There are other differences between tradition TV and video on demand, such as the breakdown of modes of domestic consumption, but it is the change in the sense of liveness that is changing television into something else. My Smart TV is a hybrid invention: it offers me both television and post-television. I can watch TV as it is broadcast, or I catch up on whatever I want to catch up on, whether I let the BBC’s editors do this for me, or by selecting programmes or streams for myself.

Despite all the choice, I still thirst for what is live. I still value above all other small screen experiences the privilege of being there, as it happens. An on-demand world is one that has become out of touch.

Broken-VCR

The news last month that the last VCR player had been produced generated a number of interesting obituaries for the medium. Most picked up on the crucial aspect of time-shifting, that power of intervention which video recording gave to the user, and which first started to interrupt the flow. Yet time shifting and on demand are not quite the same thing. Time shifting gives us control over that which is live. On demand does the shifting for us.

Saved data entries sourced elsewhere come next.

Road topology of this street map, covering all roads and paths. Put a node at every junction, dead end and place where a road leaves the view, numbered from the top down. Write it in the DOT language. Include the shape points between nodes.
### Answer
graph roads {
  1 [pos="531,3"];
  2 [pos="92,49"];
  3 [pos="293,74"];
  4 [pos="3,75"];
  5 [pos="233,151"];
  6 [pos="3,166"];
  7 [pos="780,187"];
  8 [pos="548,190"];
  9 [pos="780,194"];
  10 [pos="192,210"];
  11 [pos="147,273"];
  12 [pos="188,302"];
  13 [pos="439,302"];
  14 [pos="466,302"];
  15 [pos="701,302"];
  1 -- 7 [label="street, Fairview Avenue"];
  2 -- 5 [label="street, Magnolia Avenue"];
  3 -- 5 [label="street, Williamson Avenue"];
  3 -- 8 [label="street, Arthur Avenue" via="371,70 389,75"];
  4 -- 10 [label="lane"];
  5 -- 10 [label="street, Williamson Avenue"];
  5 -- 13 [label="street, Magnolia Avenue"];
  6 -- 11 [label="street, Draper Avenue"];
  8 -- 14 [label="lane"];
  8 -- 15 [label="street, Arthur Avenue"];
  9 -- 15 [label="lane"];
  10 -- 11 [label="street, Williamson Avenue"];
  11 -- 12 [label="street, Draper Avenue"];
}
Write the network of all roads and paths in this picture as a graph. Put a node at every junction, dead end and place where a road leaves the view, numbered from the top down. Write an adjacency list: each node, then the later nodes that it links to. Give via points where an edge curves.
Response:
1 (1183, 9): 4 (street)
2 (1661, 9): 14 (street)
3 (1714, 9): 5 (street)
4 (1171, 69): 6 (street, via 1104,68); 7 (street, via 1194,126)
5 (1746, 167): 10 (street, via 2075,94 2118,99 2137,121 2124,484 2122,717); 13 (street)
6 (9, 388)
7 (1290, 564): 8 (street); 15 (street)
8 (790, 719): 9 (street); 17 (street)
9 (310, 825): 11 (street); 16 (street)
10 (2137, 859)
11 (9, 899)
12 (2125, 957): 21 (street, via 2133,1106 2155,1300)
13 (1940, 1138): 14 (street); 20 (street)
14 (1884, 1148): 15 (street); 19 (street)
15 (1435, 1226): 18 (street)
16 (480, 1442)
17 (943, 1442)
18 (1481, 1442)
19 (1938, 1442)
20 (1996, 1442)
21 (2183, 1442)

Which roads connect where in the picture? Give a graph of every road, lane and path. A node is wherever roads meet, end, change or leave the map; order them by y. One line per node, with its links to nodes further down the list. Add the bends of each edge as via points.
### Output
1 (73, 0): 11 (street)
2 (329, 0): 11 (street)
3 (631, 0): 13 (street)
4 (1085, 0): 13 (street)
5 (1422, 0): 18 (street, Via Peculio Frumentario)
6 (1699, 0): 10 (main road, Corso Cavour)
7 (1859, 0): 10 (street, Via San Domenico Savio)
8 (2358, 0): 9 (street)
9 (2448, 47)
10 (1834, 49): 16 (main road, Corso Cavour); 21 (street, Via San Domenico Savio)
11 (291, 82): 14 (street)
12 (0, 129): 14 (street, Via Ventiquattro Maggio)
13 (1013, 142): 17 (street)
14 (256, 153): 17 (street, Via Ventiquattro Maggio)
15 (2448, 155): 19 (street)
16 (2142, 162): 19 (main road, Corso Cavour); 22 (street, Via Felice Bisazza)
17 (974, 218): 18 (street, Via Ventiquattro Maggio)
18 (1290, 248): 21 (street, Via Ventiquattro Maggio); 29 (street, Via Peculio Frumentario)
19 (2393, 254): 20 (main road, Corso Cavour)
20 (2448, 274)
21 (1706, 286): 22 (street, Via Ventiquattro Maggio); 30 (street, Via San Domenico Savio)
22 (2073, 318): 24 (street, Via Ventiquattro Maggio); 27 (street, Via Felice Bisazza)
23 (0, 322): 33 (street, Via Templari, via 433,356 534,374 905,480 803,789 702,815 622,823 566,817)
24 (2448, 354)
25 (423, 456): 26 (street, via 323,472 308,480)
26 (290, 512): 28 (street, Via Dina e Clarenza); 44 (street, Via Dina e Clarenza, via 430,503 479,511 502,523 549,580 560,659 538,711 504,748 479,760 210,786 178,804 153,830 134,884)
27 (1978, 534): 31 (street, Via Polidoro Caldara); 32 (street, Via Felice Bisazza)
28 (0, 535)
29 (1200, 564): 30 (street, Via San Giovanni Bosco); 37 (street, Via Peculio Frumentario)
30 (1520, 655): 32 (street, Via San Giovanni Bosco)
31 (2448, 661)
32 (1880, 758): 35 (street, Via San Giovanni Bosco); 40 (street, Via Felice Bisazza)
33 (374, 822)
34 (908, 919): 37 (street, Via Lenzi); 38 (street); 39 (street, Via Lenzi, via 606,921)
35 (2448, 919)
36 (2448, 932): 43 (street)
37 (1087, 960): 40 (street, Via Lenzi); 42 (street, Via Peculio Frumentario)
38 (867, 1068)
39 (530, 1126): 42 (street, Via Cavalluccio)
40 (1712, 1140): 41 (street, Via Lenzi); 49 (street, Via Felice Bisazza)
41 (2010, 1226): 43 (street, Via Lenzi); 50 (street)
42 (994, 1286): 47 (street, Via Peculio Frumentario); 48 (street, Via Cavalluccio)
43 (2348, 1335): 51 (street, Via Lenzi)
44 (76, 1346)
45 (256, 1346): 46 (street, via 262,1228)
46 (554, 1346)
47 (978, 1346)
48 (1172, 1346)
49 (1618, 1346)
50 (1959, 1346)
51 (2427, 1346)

Of course this is all liberating, freeing the user from the dictates of the programmers, and overwhelming us with choice. But the diminution of liveness may have a cultural impact which needs exploring (as I’m sure someone somewhere is already doing). Television, so often criticised for being a medium that lulled us into a state of apathy, may have been quite the opposite. We can watch television apathetically, but that is not the same thing as what it offers of itself. It offers us the immediacy of the moment, a moment that we share with all others watching at the same time. On demand separates us; television unites us.

Television has obvious social benefits for the lonely or the elderly, while being a means of instruction for the young, but we all gain from its mirroring of the idea of life. That’s why news and sport are so important, because they are what is keeping television as television. Take them away, and we may be left in some strange limbo, the repercussions of which we do not know as yet. Social media, it can be argued, are filling the gap, connecting us to one another and to the moment in ways that go far beyond television’s simple one-to-many model. But social media demand that you join in; television asks only that you switch on. It is the kinder medium.

There is such excitement in seeing a live sports event. I can follow Laura Trott’s progress in the Omnium on Twitter and have instant information through a multiplicity of connections. Seeing it, however, makes me really there. One is reporting, the other is witnessing. It is possible to follow live video streams, of course – that’s what those disappointed by NBC are being encouraged to do. However, that is not something new – that is television continued by other means. Whether it strengthens television by combining video with other social media streams, or whether it dissipates its better nature, only time will tell.